The S&P Global Question Is More Subtle
S&P Global is a different kind of case because the AI fear sounds very clean on the surface.
If AI can read filings, parse balance sheets, compare covenants, monitor defaults, model macro conditions, and produce a credit opinion in seconds, why should the old rating infrastructure keep its old economics?
That question is worth taking seriously.
It is also too simple.
Credit ratings are not only a math output. They sit inside a web of issuer relationships, private information, regulatory references, investor mandates, committee judgment, legal accountability, reputation, and the very human need to know who stands behind a decision when billions of dollars move through the system.
AI can make credit work faster. It can make analysts more productive. It can surface anomalies, compare histories, and pressure pricing across the industry. What it cannot easily replace is the institutional function of being the named, trusted, regulated gatekeeper whose opinion gets embedded into debt markets, risk systems and mandates.
That is the real debate.
Not whether AI can calculate. It can.
Whether banks, issuers, asset managers, regulators and insurance companies will accept a fully automated credit authority when the next large default arrives is a much harder question.

Cheap Can Stay Cheap
The dangerous part of this kind of observation is that it can sound too comforting.
A good business can fall for a long time. A strong moat can be real and still not protect the stock from multiple compression. A company can generate cash, beat expectations, and remain ignored while the market is obsessed with another chain of winners. Value does not become visible on schedule.
There is also a genuine AI risk in these names.
For platform companies, AI can raise spending faster than investors expected. It can compress margins before it expands revenue. It can change user behavior in ways that are difficult to see early. For ratings and data businesses, AI can pressure pricing, speed up commoditization of basic analysis, and give large customers more tools to question the old toll.
So the clean version of the idea is not "these stocks are cheap, therefore they must rise."
The cleaner version is this: when durable companies with real distribution, data, cash flow and customer lock-in are priced with less imagination than the AI narrative would suggest, they deserve a second look, especially if the fear is already visible and the business model has more layers than the fear admits.
What I Would Watch
For Netflix, I would watch engagement, pricing power, advertising progress and whether margin expansion comes from real operating leverage instead of short-term restraint.
For Meta, I would watch ad growth, AI-driven product utility, capex discipline and whether infrastructure spending keeps translating into a stronger revenue engine.

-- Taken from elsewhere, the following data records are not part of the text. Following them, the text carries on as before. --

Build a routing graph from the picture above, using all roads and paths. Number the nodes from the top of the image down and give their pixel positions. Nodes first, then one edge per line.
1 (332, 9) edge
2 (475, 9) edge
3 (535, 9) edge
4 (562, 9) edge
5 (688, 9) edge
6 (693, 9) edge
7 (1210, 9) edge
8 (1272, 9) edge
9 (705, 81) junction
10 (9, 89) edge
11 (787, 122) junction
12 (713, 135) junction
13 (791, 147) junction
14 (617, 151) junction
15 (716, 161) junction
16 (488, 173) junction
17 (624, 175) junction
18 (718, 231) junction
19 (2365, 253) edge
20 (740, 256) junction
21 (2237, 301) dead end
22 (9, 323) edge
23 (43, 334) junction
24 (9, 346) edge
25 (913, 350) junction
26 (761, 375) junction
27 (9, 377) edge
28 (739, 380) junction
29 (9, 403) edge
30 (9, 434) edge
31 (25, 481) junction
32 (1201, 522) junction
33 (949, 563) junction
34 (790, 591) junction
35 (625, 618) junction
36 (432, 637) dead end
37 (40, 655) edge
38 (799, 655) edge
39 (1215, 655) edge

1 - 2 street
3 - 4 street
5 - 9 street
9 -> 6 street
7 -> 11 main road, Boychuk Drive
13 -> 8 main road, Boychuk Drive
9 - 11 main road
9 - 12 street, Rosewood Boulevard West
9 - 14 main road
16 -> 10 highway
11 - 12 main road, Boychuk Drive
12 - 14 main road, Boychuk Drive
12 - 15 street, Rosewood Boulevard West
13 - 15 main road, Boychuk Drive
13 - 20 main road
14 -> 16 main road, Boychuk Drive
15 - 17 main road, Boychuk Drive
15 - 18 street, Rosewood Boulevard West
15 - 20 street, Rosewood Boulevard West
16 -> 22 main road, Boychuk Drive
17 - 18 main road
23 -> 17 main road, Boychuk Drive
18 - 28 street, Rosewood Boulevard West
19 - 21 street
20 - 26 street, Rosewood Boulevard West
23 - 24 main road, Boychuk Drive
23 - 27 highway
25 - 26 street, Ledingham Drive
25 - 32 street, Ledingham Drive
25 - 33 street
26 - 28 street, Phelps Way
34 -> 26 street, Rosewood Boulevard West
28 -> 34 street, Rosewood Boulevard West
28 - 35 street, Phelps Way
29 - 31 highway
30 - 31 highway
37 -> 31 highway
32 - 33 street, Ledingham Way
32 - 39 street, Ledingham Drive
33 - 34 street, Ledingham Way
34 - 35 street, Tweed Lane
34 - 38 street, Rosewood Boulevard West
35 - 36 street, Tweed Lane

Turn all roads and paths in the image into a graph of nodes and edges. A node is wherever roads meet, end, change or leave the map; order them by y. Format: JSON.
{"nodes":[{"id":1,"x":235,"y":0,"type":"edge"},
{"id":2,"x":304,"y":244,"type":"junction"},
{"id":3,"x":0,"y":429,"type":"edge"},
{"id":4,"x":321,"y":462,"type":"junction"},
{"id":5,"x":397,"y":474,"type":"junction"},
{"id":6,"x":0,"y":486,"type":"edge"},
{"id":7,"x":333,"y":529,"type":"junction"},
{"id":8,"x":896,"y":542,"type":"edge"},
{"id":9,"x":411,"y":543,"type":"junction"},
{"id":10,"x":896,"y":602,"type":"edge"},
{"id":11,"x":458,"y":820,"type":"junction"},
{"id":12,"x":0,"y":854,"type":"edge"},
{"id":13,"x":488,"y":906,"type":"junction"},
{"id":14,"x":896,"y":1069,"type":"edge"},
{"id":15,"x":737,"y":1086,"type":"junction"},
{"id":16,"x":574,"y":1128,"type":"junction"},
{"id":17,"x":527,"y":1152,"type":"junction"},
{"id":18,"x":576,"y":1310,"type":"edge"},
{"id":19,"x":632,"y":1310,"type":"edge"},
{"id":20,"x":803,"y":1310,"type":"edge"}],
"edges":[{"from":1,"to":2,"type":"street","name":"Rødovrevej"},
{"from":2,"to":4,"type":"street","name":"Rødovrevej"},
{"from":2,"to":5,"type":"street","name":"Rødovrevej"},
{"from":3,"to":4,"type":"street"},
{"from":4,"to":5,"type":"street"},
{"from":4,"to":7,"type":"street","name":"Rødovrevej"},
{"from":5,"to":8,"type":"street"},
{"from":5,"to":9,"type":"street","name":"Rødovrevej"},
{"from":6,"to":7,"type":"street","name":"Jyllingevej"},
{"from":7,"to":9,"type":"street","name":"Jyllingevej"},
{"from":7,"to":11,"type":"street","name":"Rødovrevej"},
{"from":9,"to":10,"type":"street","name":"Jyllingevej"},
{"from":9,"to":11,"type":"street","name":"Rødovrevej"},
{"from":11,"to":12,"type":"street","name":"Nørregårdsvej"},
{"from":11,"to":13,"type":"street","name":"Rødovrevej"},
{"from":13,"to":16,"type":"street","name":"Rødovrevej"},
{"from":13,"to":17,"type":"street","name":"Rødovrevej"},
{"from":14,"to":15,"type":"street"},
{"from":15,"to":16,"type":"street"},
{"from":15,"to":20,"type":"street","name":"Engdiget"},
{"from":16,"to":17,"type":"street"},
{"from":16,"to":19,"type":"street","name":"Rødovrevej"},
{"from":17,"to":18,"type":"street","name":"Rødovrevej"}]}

For Microsoft, I would watch Azure demand, Copilot and agent adoption, enterprise retention, and whether AI becomes a deeper workflow lock instead of a decorative software layer.
For S&P Global, I would watch ratings issuance, data subscriptions, pricing resilience, regulatory language around AI, and whether clients use AI to replace the gatekeeper or to demand more from it.
This is where the opportunity may be hiding: inside the companies that can turn AI into lower cost, better products, stronger distribution, or more valuable judgment while the loudest trade absorbs the spotlight.
Markets often overpay for the obvious bridge and underprice the quieter road beside it.
The quiet road still needs due diligence. It still has potholes. It still may take longer than patience wants to admit.
But when a business has a wide moat, a live cash engine, a real customer relationship and a valuation that no longer assumes perfection, the market has at least created a question worth studying.
And sometimes in investing, the question is where the edge begins.